## About this task
Determine how many lines in the records below contain "down", then state that number alone.

Stored data
_ _ _

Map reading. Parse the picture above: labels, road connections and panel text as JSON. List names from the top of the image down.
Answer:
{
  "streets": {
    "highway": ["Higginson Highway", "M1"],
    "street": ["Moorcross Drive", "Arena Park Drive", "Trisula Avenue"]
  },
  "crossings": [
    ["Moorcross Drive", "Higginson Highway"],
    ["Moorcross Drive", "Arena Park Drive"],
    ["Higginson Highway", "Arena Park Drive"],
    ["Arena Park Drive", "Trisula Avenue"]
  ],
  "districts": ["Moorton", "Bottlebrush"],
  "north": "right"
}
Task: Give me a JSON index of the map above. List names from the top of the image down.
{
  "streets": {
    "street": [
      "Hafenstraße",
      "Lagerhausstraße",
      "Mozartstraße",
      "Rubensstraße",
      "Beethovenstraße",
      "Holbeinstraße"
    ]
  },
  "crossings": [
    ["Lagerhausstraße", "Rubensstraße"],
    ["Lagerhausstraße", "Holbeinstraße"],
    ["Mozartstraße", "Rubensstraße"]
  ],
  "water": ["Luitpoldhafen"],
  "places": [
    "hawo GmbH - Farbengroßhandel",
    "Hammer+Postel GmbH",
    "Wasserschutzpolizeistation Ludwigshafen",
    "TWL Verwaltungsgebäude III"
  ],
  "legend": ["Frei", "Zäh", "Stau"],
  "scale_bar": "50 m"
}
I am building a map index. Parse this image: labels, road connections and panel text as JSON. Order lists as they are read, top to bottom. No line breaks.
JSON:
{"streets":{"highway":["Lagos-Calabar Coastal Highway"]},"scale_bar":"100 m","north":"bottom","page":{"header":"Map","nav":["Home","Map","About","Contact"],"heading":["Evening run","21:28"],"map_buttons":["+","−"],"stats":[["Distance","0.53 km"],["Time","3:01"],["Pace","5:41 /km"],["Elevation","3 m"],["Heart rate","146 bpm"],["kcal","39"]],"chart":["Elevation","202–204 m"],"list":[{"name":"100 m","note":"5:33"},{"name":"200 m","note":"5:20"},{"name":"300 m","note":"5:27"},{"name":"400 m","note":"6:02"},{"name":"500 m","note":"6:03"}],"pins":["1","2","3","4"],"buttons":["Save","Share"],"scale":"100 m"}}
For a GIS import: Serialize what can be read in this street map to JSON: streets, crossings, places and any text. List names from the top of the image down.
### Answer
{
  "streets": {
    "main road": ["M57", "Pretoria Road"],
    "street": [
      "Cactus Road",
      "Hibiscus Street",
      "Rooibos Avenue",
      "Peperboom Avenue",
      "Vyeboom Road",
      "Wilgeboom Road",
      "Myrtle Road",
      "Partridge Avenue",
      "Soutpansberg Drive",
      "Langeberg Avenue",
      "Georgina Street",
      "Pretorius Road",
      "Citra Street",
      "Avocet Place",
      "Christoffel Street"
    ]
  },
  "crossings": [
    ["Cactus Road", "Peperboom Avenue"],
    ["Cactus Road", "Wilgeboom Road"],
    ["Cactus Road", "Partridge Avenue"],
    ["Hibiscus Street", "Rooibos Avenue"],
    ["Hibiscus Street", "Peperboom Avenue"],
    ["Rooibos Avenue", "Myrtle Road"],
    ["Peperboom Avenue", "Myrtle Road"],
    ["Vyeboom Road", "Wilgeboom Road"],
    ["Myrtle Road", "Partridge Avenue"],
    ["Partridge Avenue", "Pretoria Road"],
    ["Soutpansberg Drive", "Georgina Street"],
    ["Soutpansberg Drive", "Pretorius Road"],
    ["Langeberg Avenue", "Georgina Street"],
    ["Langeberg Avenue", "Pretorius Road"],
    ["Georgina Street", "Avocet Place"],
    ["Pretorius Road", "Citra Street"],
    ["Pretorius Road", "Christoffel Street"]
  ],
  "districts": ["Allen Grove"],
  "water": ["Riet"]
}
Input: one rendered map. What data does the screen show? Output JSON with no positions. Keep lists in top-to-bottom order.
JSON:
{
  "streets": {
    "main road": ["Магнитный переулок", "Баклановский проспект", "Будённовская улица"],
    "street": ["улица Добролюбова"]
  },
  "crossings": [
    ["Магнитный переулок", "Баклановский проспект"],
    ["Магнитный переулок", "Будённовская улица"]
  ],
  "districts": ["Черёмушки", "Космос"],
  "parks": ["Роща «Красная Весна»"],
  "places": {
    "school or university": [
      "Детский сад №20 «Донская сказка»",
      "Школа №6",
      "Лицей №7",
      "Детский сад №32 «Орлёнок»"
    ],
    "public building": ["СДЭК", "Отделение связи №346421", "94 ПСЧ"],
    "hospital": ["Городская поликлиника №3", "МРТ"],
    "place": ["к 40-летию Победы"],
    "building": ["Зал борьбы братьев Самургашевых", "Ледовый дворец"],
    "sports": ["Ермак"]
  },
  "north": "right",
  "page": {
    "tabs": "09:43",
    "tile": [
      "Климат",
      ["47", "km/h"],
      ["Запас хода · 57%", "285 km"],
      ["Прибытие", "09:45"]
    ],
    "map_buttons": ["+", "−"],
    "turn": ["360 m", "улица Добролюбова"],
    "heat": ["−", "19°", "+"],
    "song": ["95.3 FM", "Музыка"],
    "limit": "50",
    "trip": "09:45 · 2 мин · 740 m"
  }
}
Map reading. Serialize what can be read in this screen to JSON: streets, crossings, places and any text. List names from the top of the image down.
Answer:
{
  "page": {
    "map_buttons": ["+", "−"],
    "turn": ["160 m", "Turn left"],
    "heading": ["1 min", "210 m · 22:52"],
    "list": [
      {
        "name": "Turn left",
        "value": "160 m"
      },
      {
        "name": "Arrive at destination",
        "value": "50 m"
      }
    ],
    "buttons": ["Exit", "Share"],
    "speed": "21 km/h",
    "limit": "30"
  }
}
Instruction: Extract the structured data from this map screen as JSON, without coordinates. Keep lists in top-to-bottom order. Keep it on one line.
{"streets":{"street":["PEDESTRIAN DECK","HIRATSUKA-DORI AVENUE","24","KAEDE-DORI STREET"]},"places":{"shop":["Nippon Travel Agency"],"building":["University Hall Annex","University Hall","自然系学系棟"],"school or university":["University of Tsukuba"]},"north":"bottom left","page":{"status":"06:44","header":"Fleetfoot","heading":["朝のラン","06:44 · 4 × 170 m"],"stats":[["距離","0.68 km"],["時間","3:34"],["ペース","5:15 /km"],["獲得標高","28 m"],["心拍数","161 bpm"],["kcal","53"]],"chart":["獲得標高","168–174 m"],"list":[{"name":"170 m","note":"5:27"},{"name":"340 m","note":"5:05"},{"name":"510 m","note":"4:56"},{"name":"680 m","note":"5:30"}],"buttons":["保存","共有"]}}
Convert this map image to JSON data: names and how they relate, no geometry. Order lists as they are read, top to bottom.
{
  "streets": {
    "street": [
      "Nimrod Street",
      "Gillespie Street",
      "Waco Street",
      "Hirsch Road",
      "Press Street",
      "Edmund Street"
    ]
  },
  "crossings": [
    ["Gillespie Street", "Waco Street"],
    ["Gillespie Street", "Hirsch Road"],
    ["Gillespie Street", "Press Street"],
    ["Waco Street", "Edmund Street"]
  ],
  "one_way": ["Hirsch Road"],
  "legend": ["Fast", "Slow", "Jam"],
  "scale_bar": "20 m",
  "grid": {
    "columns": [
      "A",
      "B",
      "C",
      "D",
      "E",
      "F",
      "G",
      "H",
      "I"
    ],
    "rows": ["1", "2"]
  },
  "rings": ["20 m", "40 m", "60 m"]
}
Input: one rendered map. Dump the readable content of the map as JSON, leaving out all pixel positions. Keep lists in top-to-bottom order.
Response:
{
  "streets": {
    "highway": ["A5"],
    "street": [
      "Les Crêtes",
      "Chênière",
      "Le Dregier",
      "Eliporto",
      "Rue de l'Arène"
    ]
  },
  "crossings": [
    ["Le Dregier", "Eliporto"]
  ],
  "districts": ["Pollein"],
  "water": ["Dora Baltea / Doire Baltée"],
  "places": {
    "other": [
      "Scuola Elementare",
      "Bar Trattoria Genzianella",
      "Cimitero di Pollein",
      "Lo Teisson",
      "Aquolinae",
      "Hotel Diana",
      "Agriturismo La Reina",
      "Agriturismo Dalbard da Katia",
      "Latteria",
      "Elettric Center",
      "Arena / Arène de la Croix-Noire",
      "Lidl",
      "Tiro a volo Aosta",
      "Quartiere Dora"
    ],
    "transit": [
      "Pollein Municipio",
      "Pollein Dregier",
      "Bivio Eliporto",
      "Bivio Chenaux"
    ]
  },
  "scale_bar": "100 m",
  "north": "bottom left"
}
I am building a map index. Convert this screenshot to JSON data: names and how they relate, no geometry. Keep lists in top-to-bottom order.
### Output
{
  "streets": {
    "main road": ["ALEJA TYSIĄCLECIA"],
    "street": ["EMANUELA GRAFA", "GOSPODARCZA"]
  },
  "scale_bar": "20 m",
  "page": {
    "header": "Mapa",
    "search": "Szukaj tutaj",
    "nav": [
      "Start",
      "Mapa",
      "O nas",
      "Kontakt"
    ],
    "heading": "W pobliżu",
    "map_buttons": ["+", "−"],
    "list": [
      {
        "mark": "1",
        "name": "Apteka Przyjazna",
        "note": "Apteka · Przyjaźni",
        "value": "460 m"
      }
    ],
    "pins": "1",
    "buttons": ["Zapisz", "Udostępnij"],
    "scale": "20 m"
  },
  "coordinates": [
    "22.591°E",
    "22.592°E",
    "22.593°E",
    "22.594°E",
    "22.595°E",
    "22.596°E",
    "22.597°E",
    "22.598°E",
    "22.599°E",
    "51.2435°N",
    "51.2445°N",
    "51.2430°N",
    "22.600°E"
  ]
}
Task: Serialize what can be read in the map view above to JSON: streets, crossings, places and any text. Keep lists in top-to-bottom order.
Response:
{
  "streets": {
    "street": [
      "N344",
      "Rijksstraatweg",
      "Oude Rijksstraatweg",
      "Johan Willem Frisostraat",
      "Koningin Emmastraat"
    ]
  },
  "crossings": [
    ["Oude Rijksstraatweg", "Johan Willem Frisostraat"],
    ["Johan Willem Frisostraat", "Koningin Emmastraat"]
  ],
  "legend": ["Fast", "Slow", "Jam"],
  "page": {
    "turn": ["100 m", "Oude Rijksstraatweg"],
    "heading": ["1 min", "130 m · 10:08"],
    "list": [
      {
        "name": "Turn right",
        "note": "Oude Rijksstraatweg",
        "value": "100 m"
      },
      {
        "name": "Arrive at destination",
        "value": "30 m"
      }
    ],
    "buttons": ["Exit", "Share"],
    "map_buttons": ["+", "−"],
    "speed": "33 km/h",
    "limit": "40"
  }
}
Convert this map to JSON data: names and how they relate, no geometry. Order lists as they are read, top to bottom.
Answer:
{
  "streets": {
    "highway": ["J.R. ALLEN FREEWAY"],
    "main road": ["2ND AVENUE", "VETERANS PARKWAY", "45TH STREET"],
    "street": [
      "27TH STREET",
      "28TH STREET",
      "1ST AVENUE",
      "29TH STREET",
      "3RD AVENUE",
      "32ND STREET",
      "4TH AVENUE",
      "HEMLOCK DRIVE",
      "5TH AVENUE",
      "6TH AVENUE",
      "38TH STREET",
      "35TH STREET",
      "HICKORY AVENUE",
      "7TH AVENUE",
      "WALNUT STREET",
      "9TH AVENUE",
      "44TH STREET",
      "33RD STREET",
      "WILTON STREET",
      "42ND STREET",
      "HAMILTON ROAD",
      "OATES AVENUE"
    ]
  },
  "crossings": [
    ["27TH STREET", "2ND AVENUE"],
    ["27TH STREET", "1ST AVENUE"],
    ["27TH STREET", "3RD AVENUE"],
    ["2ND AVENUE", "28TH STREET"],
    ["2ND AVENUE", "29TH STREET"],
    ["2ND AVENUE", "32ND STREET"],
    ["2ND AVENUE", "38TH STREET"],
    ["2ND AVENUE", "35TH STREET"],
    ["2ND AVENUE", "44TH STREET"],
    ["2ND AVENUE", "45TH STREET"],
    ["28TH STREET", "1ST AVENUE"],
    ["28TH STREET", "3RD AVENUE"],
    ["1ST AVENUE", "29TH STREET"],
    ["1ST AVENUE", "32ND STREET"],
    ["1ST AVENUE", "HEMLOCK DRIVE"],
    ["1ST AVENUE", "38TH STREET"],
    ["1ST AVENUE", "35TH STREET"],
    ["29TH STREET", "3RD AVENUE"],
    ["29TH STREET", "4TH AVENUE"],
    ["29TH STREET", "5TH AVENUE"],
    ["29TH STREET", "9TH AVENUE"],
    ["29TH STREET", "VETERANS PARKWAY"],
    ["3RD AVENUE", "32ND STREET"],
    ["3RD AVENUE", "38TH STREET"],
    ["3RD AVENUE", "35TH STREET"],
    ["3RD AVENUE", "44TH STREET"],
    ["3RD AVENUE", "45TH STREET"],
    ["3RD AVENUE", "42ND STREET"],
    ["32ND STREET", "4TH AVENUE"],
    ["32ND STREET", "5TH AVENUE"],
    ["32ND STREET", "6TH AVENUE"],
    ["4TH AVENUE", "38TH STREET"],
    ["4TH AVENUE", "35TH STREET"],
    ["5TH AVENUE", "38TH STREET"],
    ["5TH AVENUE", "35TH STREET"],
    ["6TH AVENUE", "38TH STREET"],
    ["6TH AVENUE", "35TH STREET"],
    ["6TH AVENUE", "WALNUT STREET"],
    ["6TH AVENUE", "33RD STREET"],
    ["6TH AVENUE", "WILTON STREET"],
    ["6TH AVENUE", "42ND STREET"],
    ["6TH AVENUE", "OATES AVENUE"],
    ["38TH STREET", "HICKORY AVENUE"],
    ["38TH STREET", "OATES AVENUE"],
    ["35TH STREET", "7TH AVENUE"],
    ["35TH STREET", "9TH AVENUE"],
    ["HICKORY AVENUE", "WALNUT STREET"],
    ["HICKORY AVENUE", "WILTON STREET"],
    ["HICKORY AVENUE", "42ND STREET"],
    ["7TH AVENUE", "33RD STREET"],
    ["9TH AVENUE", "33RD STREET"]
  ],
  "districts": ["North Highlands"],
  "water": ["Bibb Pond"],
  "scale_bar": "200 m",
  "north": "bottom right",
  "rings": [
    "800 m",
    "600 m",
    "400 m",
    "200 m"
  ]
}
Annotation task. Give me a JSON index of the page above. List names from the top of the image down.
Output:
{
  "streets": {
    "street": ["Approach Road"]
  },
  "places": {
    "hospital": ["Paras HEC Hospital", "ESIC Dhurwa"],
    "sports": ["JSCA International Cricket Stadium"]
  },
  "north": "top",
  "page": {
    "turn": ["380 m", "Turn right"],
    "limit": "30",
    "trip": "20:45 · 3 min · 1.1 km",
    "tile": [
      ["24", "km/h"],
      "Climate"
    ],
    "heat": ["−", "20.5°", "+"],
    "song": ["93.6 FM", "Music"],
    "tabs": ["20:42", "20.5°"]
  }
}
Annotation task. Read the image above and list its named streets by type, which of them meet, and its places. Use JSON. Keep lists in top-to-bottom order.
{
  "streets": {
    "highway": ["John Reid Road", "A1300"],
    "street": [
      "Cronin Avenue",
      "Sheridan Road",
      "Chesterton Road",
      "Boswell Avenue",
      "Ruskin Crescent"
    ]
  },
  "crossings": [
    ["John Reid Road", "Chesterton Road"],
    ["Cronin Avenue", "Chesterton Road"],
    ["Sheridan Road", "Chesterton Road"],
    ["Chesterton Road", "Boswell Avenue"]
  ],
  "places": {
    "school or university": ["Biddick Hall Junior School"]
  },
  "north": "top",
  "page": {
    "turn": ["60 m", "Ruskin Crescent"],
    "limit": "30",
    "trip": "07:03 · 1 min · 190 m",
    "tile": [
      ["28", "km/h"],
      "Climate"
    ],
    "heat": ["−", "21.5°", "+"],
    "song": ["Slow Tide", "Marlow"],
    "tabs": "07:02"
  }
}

_ _ _

## Completed exercise
5